In mathematics, unimodality means possessing a unique mode. More generally, unimodality means there is only a single highest value, somehow defined, of some mathematical object.

In statistics, a unimodal probability distribution (or when referring to the distribution, a unimodal distribution) is a probability distribution which has a single mode. As the term "mode" has multiple meanings, so does the term "unimodal".

Strictly speaking, a mode of a discrete probability distribution is a value at which the probability mass function (pmf) takes its maximum value. In other words, it is a most likely value. A mode of a continuous probability distribution is a value at which the probability density function (pdf) attains its maximum value. Note that in both cases there can be more than one mode, since the maximum value of either the pmf or the pdf can be attained at more than one value.

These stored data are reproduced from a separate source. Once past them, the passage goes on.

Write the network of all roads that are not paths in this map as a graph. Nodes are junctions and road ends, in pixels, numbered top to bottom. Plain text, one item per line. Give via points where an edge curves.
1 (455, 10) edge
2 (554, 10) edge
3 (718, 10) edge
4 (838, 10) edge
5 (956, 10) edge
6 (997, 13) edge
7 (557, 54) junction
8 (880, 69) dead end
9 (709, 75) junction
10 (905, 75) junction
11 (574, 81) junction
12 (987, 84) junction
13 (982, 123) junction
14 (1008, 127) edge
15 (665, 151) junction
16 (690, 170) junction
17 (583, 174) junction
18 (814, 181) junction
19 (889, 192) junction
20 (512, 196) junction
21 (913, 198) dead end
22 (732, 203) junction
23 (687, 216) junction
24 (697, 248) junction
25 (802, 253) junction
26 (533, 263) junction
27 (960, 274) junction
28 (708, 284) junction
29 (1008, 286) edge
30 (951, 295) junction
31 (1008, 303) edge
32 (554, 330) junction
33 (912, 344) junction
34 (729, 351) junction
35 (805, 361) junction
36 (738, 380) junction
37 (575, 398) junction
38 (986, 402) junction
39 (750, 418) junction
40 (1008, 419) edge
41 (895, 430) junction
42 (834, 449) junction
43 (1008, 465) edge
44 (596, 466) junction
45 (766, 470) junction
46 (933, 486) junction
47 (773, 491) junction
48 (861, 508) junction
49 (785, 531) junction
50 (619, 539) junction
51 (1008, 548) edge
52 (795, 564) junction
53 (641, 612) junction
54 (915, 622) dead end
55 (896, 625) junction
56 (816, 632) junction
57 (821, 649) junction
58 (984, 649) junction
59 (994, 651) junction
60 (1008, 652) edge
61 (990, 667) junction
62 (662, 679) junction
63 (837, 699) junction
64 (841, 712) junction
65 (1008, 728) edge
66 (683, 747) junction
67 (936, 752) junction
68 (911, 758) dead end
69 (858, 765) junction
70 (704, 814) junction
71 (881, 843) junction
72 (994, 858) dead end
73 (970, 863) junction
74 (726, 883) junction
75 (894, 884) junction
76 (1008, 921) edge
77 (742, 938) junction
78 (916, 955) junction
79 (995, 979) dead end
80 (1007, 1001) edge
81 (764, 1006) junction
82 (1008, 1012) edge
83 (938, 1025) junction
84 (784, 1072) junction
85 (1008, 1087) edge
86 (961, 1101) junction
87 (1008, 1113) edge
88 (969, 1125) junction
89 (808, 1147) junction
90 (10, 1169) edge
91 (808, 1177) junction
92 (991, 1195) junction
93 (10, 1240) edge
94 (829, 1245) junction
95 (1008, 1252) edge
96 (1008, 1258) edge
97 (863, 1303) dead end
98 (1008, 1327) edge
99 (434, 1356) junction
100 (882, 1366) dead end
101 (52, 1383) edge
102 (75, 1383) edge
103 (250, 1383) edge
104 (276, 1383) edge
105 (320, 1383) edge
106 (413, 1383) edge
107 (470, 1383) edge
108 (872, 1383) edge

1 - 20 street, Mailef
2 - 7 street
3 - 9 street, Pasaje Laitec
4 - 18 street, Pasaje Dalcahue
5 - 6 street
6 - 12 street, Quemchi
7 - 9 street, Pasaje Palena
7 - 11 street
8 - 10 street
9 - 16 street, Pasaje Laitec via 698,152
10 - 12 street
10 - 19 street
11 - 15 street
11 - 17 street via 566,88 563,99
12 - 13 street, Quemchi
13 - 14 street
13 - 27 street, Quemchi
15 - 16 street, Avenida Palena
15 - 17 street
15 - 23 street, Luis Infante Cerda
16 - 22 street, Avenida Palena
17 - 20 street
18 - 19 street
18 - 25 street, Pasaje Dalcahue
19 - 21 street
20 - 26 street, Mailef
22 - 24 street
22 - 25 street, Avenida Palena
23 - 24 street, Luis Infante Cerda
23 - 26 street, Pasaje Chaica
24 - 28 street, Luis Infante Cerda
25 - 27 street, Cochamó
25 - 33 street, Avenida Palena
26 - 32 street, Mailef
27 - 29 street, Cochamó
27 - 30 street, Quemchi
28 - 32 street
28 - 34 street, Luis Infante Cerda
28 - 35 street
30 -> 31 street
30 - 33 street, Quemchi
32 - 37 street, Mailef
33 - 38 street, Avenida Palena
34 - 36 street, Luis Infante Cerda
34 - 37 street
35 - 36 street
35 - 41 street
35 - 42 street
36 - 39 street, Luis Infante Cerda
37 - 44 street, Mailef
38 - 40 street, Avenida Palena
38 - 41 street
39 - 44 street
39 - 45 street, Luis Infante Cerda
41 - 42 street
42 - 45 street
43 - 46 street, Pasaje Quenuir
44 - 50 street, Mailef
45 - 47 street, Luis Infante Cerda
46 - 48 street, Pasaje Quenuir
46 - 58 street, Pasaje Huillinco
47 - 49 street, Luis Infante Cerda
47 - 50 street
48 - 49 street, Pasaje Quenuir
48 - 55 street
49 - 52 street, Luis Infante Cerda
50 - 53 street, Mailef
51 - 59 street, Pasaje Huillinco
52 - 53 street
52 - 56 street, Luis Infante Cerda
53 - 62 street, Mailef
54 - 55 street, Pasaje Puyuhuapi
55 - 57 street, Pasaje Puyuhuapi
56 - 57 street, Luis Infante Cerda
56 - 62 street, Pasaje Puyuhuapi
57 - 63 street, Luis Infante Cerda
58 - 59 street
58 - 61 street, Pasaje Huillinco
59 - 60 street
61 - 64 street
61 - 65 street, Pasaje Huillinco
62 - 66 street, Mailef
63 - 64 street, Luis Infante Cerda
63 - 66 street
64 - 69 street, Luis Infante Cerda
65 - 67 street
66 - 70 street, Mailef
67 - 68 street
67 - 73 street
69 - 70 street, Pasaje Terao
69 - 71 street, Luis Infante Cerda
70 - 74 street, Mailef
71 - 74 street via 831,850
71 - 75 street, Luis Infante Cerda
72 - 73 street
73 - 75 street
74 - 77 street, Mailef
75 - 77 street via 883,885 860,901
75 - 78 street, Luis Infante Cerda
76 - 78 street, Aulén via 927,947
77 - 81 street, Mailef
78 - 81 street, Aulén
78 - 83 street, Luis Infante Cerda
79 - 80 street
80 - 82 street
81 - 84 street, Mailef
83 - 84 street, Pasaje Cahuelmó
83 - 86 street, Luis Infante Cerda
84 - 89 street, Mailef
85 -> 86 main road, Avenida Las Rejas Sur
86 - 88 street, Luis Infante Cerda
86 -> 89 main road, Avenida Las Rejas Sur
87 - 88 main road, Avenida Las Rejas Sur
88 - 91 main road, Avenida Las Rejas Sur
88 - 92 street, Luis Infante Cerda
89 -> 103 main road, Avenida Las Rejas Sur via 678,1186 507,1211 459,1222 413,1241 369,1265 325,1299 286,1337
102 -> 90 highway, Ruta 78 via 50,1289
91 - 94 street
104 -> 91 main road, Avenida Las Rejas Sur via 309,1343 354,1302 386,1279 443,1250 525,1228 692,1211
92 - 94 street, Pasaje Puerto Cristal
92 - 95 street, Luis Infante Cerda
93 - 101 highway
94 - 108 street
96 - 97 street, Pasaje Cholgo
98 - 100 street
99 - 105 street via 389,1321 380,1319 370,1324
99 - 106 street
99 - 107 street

If there is a single mode, the distribution function is called "unimodal". If it has more modes it is "bimodal" (2), "trimodal" (3), etc., or in general, "multimodal". Figure 1 illustrates normal distributions, which are unimodal. Other examples of unimodal distributions include Cauchy distribution, Student's t-distribution, chi-squared distribution and exponential distribution. Among discrete distributions, the binomial distribution and Poisson distribution can be seen as unimodal, though for some parameters they can have two adjacent values with the same probability.

Figure 2 illustrates a bimodal distribution.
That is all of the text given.